Data excerpts =
"""

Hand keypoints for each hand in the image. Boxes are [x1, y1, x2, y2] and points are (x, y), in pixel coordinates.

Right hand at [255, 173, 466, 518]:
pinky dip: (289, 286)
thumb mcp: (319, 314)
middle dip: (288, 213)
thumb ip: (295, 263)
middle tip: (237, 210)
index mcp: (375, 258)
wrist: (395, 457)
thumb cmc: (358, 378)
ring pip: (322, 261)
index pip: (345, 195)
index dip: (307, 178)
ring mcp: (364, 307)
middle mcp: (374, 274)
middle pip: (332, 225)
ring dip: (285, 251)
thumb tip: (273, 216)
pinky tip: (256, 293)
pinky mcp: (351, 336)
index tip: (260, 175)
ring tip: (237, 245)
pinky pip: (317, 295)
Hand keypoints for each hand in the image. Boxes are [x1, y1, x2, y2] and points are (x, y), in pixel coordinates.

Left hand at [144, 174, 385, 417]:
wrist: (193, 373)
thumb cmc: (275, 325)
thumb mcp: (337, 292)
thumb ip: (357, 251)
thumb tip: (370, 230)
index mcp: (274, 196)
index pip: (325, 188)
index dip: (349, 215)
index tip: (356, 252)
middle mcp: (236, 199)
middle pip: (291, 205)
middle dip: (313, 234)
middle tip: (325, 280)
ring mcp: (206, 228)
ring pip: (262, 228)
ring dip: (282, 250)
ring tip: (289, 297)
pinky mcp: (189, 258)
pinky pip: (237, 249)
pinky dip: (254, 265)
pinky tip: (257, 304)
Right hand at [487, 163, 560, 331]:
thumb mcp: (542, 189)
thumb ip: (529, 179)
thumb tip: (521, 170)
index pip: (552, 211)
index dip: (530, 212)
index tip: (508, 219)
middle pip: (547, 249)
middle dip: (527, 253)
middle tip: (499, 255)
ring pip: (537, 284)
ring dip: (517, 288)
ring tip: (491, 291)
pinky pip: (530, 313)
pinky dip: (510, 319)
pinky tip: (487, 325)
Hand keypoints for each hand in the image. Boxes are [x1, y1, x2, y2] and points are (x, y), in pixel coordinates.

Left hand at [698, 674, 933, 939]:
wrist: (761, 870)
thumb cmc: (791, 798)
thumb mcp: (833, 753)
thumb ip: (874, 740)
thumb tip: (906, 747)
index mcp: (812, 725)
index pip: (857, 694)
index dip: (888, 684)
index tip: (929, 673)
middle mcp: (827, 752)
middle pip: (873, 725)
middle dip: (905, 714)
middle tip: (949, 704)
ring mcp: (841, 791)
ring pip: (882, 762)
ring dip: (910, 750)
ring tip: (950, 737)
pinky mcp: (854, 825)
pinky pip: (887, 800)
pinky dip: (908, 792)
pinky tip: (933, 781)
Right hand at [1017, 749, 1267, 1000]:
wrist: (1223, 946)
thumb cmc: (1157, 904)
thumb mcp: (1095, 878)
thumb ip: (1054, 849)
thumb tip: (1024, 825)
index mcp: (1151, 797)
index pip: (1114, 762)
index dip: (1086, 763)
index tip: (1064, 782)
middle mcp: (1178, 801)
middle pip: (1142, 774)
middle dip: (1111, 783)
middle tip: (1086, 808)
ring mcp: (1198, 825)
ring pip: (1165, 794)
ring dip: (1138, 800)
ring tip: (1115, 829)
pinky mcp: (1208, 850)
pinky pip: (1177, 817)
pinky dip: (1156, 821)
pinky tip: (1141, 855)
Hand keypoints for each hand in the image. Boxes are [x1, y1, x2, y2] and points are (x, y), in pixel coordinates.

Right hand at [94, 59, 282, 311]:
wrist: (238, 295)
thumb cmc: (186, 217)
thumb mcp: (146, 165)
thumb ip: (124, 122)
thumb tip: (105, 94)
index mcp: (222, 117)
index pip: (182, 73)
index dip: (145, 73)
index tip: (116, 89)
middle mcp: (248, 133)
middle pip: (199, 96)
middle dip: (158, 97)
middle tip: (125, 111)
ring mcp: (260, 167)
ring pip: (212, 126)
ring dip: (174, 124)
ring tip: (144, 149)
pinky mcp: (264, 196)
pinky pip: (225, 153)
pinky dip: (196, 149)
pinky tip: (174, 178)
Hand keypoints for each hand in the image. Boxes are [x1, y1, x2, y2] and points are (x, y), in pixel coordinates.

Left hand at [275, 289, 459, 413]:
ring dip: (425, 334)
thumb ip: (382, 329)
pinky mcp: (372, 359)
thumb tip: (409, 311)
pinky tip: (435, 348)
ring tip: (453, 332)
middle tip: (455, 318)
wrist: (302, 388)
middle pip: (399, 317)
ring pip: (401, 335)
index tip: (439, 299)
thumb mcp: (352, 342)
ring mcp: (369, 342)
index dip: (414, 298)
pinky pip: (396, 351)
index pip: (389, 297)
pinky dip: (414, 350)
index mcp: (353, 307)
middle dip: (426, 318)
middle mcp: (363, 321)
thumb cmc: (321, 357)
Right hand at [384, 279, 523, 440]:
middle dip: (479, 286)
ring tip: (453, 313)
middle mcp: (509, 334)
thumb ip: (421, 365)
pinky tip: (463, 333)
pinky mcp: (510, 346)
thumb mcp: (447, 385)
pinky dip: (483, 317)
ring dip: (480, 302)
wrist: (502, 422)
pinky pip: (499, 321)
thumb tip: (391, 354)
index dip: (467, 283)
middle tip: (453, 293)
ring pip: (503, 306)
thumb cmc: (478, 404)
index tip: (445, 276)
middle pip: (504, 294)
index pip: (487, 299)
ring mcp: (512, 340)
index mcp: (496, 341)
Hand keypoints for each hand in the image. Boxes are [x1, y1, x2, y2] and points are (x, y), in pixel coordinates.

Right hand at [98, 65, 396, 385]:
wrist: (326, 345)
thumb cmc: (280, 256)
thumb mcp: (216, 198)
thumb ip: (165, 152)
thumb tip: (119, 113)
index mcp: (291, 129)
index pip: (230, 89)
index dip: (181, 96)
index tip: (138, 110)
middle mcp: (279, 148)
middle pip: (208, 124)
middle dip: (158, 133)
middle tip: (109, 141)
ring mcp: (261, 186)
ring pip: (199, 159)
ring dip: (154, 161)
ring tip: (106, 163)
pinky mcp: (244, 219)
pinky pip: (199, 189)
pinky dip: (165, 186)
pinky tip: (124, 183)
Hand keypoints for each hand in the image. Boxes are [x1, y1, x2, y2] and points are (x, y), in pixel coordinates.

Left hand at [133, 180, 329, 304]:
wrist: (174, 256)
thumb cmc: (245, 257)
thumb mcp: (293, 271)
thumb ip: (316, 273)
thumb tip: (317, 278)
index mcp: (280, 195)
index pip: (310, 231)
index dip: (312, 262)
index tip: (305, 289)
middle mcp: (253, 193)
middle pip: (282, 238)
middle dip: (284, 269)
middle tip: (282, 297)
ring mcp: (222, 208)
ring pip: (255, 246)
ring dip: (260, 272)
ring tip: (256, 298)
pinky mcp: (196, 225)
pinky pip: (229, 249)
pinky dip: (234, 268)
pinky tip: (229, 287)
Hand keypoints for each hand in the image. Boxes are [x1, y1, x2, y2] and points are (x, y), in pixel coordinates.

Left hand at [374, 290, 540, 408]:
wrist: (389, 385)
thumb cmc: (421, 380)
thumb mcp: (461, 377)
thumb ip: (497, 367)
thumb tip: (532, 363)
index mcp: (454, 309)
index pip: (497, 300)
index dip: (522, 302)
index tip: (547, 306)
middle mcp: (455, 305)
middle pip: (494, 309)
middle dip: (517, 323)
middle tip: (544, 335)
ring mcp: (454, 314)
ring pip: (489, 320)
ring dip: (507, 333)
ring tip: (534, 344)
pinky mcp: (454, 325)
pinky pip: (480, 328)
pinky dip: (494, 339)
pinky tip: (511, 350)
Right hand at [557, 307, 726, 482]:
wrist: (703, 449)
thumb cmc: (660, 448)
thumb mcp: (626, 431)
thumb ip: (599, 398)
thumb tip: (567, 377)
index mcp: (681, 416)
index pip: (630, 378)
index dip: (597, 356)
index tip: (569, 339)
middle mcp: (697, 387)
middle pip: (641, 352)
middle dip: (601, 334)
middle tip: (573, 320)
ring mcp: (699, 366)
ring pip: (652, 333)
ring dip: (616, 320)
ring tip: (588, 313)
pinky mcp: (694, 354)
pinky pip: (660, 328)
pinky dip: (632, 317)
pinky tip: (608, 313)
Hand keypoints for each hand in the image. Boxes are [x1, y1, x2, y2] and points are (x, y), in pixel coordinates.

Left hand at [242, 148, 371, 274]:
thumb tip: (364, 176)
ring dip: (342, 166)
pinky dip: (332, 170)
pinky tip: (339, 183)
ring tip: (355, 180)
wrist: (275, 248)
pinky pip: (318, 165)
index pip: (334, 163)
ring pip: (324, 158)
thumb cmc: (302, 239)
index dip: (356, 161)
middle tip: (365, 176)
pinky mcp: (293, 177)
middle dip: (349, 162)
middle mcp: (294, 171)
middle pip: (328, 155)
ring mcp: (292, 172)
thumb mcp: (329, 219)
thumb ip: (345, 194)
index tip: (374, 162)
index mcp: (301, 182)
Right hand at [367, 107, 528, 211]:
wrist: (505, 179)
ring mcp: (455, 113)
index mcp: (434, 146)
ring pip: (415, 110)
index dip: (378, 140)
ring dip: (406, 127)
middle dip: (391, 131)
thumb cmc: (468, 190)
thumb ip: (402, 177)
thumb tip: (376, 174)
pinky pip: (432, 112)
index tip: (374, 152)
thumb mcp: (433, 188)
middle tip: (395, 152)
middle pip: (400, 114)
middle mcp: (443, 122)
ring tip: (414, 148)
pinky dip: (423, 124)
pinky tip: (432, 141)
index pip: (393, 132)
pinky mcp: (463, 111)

"""

Exercise instructions = Would you output, from the records above, exactly the run of lines that starts at the line containing "ring tip: (144, 149)" and ends at the line containing "ring tip: (453, 332)", and only that run?

Your solution =
ring tip: (144, 149)
pinky mcp: (264, 196)
pinky pip: (225, 153)
pinky dip: (196, 149)
pinky tip: (174, 178)
Hand keypoints for each hand in the image. Boxes are [x1, y1, x2, y2] and points are (x, y), in pixel coordinates.

Left hand at [275, 289, 459, 413]:
ring dip: (425, 334)
thumb ip: (382, 329)
pinky mcp: (372, 359)
thumb tip: (409, 311)
pinky tip: (435, 348)
ring tip: (453, 332)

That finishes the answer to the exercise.